In this, we talked about using layers, using adjustment layers, making your own color lookup tables that we could use over and over again on either videos or photos if we wanted to, for that matter.
#How to make a gif in photoshop 2018 series#
So editing video is nothing more than editing a series of still images that are all put together. There's other types of websites that you can upload them to, other GIF websites that you can upload them to, and they will do that hosting for you so that you can use those over on your social media platforms. Typically with animated GIFS, you wanna host those on your own website and then use the link for that and put that onto something like Facebook rather than just uploading it directly to Facebook, 'cause it's not gonna interact the same way.

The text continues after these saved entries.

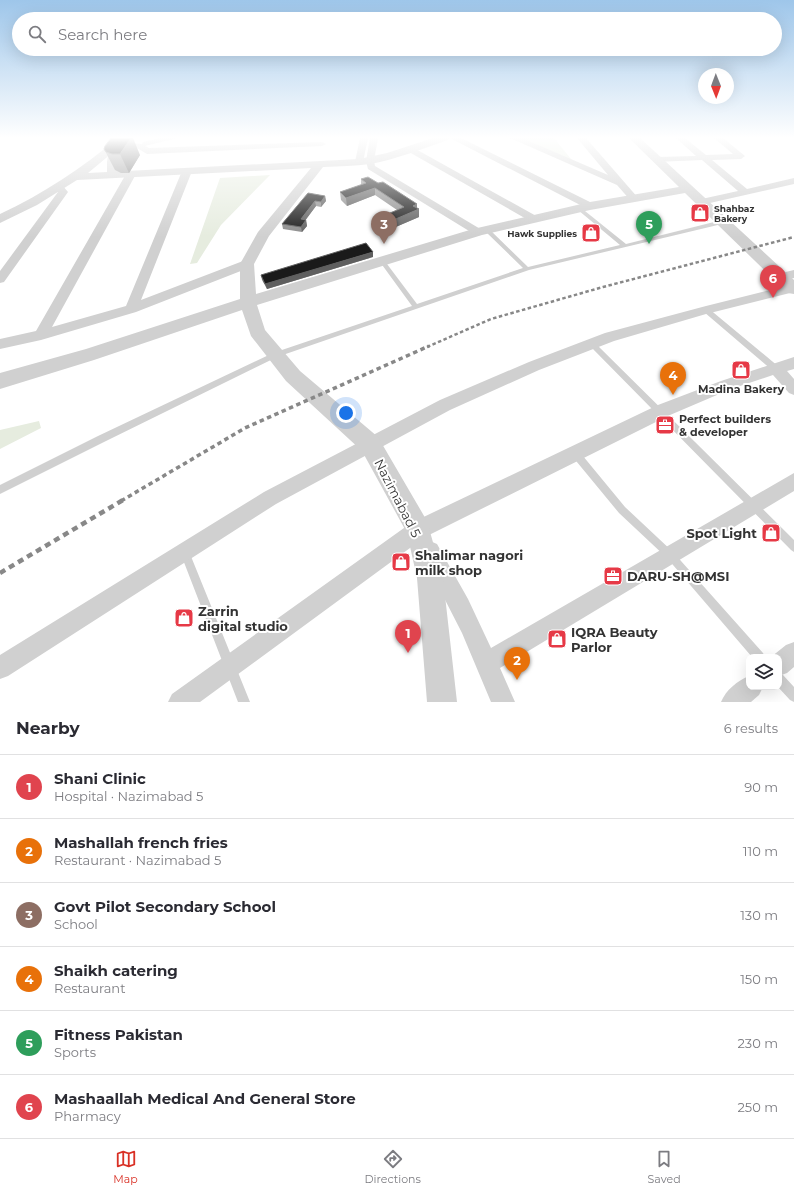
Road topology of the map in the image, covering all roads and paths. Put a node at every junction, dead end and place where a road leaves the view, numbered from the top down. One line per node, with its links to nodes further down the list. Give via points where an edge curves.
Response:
1 (81, 171): 14 (street)
2 (112, 171): 13 (street)
3 (187, 171): 4 (street); 13 (street); 35 (street)
4 (192, 171)
5 (314, 171): 29 (street, via 263,235)
6 (378, 171): 26 (street)
7 (449, 171): 23 (street)
8 (516, 171): 22 (street)
9 (591, 171): 16 (street)
10 (610, 171): 16 (street)
11 (668, 171): 18 (street)
12 (719, 171): 19 (street)
13 (126, 174): 14 (street); 37 (street)
14 (72, 177): 17 (street)
15 (794, 181): 19 (street)
16 (622, 184): 20 (street)
17 (58, 187): 24 (street); 31 (street, via 63,192)
18 (687, 189): 20 (street); 21 (street)
19 (745, 192): 21 (street)
20 (634, 199): 22 (street)
21 (701, 202): 25 (street)
22 (585, 207): 23 (street); 27 (lane)
23 (534, 219): 26 (street)
24 (0, 220)
25 (722, 222): 27 (lane); 32 (street, via 781,277)
26 (482, 231): 28 (street); 30 (lane)
27 (624, 245): 30 (lane)
28 (382, 261): 33 (street); 34 (lane)
29 (247, 264): 33 (street, Nazimabad 5); 35 (street)
30 (527, 269): 34 (lane)
31 (0, 279)
32 (794, 284): 36 (street)
33 (248, 302): 40 (street, Nazimabad 5, via 257,332); 43 (street)
34 (416, 307): 40 (lane)
35 (131, 309): 37 (street)
36 (706, 310): 39 (street); 42 (lane)
37 (41, 335): 38 (street)
38 (0, 344)
39 (592, 344): 45 (lane); 46 (street, via 445,405)
40 (275, 355): 46 (street, Nazimabad 5, via 293,376); 49 (lane, via 101,438)
41 (794, 363): 42 (street)
42 (776, 369): 44 (street); 45 (street, via 726,385)
43 (0, 381)
44 (794, 389)
45 (659, 413): 47 (street); 50 (lane)
46 (370, 444): 51 (street, Nazimabad 5); 53 (street, via 270,498)
47 (575, 453): 51 (street); 54 (lane, via 622,510)
48 (794, 481): 50 (street)
49 (0, 490)
50 (752, 506): 52 (lane); 54 (street)
51 (418, 530): 57 (street, via 448,581); 59 (street); 66 (street, Nazimabad 5, via 430,578)
52 (794, 547)
53 (185, 552): 59 (lane); 60 (street)
54 (670, 554): 56 (lane); 57 (street)
55 (794, 653): 58 (street)
56 (757, 654)
57 (487, 663): 67 (street)
58 (782, 663)
59 (230, 666): 64 (street); 65 (lane)
60 (0, 668)
61 (782, 682): 63 (lane)
62 (747, 690): 68 (street)
63 (794, 696)
64 (180, 702)
65 (244, 702)
66 (442, 702)
67 (503, 702)
68 (733, 702)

If we were to upload it to a website, it would upload and it would have the animated GIF kind of feature going on with it.
#How to make a gif in photoshop 2018 windows#
Now, if we open up that animated GIF, it's gonna open up in Photoshop as an animated GIF, but if we were to open that just as a regular Windows Viewer, just right-click and open it up into another type of viewer, you'd see it as an animated GIF. Let's go ahead and save this into the same folder that we've been using under Editing Video, Animated GIF, and we'll save it in there. And then once you press save, depending on where you save this to. So have this just set to the regular GIF for save for web. If you change these settings, it's not gonna really work out for you. I did a whole video tutorial on this where I broke down every one of these different things, and really what it comes down to is whatever Photoshop kind of opens up with, just go ahead and go with it. There's many things that you can go into.

I would tend to just keep this probably with the settings that it says right here.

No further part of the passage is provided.